(Records from a dataset)
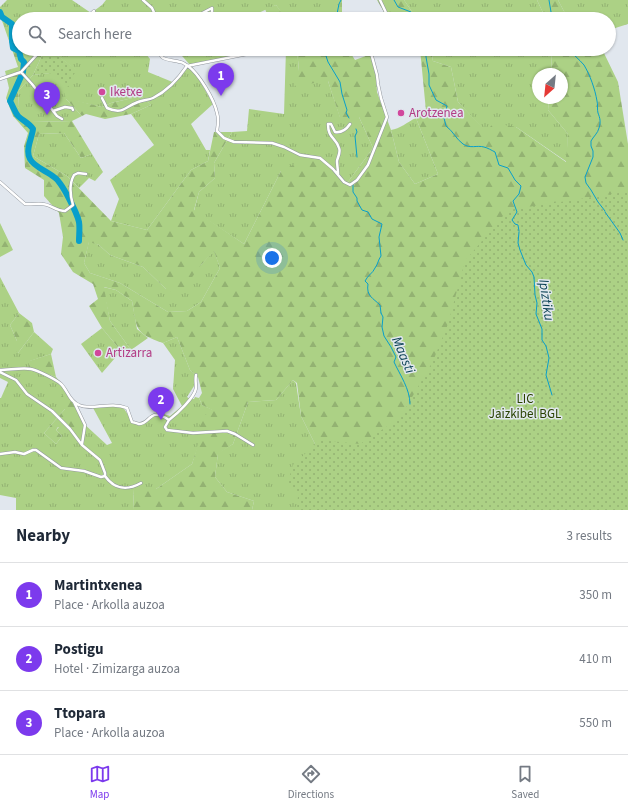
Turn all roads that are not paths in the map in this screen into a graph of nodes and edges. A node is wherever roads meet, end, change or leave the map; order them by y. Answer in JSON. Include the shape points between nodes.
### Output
{"nodes":[{"id":1,"x":143,"y":0,"type":"edge"},
{"id":2,"x":380,"y":0,"type":"edge"},
{"id":3,"x":154,"y":12,"type":"edge"},
{"id":4,"x":204,"y":12,"type":"edge"},
{"id":5,"x":212,"y":12,"type":"dead end"},
{"id":6,"x":386,"y":12,"type":"edge"},
{"id":7,"x":36,"y":56,"type":"edge"},
{"id":8,"x":162,"y":56,"type":"edge"},
{"id":9,"x":237,"y":56,"type":"edge"},
{"id":10,"x":372,"y":56,"type":"edge"},
{"id":11,"x":188,"y":66,"type":"junction"},
{"id":12,"x":22,"y":73,"type":"junction"},
{"id":13,"x":0,"y":79,"type":"edge"},
{"id":14,"x":102,"y":98,"type":"dead end"},
{"id":15,"x":73,"y":110,"type":"dead end"},
{"id":16,"x":53,"y":111,"type":"junction"},
{"id":17,"x":62,"y":119,"type":"dead end"},
{"id":18,"x":350,"y":124,"type":"dead end"},
{"id":19,"x":86,"y":174,"type":"dead end"},
{"id":20,"x":338,"y":174,"type":"junction"},
{"id":21,"x":0,"y":182,"type":"edge"},
{"id":22,"x":0,"y":371,"type":"edge"},
{"id":23,"x":196,"y":375,"type":"dead end"},
{"id":24,"x":74,"y":402,"type":"junction"},
{"id":25,"x":169,"y":420,"type":"junction"},
{"id":26,"x":82,"y":445,"type":"junction"},
{"id":27,"x":254,"y":445,"type":"dead end"},
{"id":28,"x":0,"y":454,"type":"edge"},
{"id":29,"x":105,"y":476,"type":"junction"},
{"id":30,"x":140,"y":483,"type":"dead end"}],
"edges":[{"from":1,"to":3,"type":"street"},
{"from":2,"to":6,"type":"street"},
{"from":4,"to":5,"type":"street","via":[[212,8]]},
{"from":7,"to":12,"type":"street"},
{"from":8,"to":11,"type":"street","via":[[166,60]]},
{"from":9,"to":11,"type":"street"},
{"from":10,"to":20,"type":"street","via":[[387,117],[368,165],[357,180],[350,185],[346,184]]},
{"from":11,"to":14,"type":"street","via":[[160,93],[124,110],[106,108]]},
{"from":11,"to":20,"type":"street","via":[[201,79],[208,92],[217,111],[217,131],[224,138],[234,142],[272,143],[300,155],[320,158]]},
{"from":12,"to":13,"type":"street"},
{"from":12,"to":16,"type":"street"},
{"from":15,"to":16,"type":"street","via":[[65,106]]},
{"from":16,"to":17,"type":"street"},
{"from":18,"to":20,"type":"street","via":[[346,130],[339,133],[328,124],[330,136],[340,150],[337,160]]},
{"from":19,"to":21,"type":"street","via":[[74,175],[71,185],[73,205],[65,211],[43,204],[25,204]]},
{"from":22,"to":24,"type":"street","via":[[31,369],[61,383]]},
{"from":22,"to":26,"type":"street","via":[[16,380],[27,394],[52,411]]},
{"from":23,"to":25,"type":"street","via":[[196,389]]},
{"from":24,"to":25,"type":"street","via":[[85,407],[122,406],[127,408],[132,422],[139,424],[156,414],[163,415]]},
{"from":24,"to":26,"type":"street","via":[[85,425]]},
{"from":25,"to":27,"type":"street","via":[[165,427],[167,430],[194,433],[227,431]]},
{"from":26,"to":29,"type":"street","via":[[100,460]]},
{"from":28,"to":29,"type":"street","via":[[24,454],[36,450],[61,468]]},
{"from":29,"to":30,"type":"street","via":[[108,481],[121,487],[133,488]]}]}
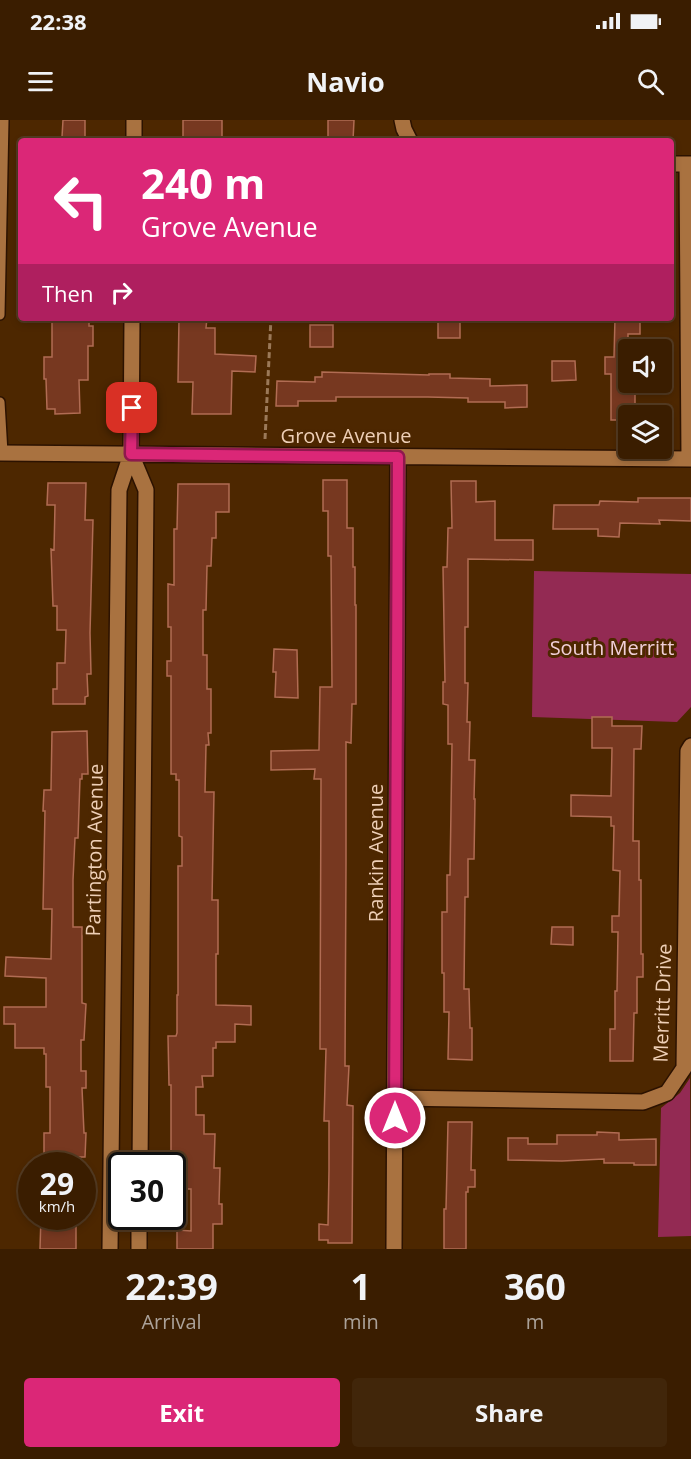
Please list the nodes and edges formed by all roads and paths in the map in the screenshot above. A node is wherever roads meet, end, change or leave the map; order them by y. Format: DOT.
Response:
graph roads {
  1 [pos="3,120"];
  2 [pos="134,120"];
  3 [pos="402,120"];
  4 [pos="134,138"];
  5 [pos="408,138"];
  6 [pos="689,164"];
  7 [pos="0,315"];
  8 [pos="132,321"];
  9 [pos="271,321"];
  10 [pos="0,402"];
  11 [pos="265,441"];
  12 [pos="2,453"];
  13 [pos="131,454"];
  14 [pos="398,457"];
  15 [pos="690,459"];
  16 [pos="691,746"];
  17 [pos="395,1098"];
  18 [pos="140,1152"];
  19 [pos="139,1230"];
  20 [pos="110,1249"];
  21 [pos="139,1249"];
  22 [pos="394,1249"];
  1 -- 7 [label="lane"];
  2 -- 4 [label="street"];
  3 -- 5 [label="street"];
  6 -- 15 [label="street"];
  8 -- 13 [label="street, Partington Avenue"];
  9 -- 11 [label="path"];
  10 -- 12 [label="lane"];
  12 -- 13 [label="street, Grove Avenue"];
  13 -- 14 [label="street, Grove Avenue"];
  13 -- 18 [label="street, Partington Avenue"];
  13 -- 20 [label="street, Partington Avenue"];
  14 -- 15 [label="street, Grove Avenue"];
  14 -- 17 [label="street, Rankin Avenue"];
  16 -- 17 [label="street, Merritt Drive"];
  17 -- 22 [label="street, Rankin Avenue"];
  19 -- 21 [label="street"];
}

** REQUIREMENT **
In the entries above, tally the lines that hold the string "roads" and give only the count.

** EXERCISE ANSWER **
3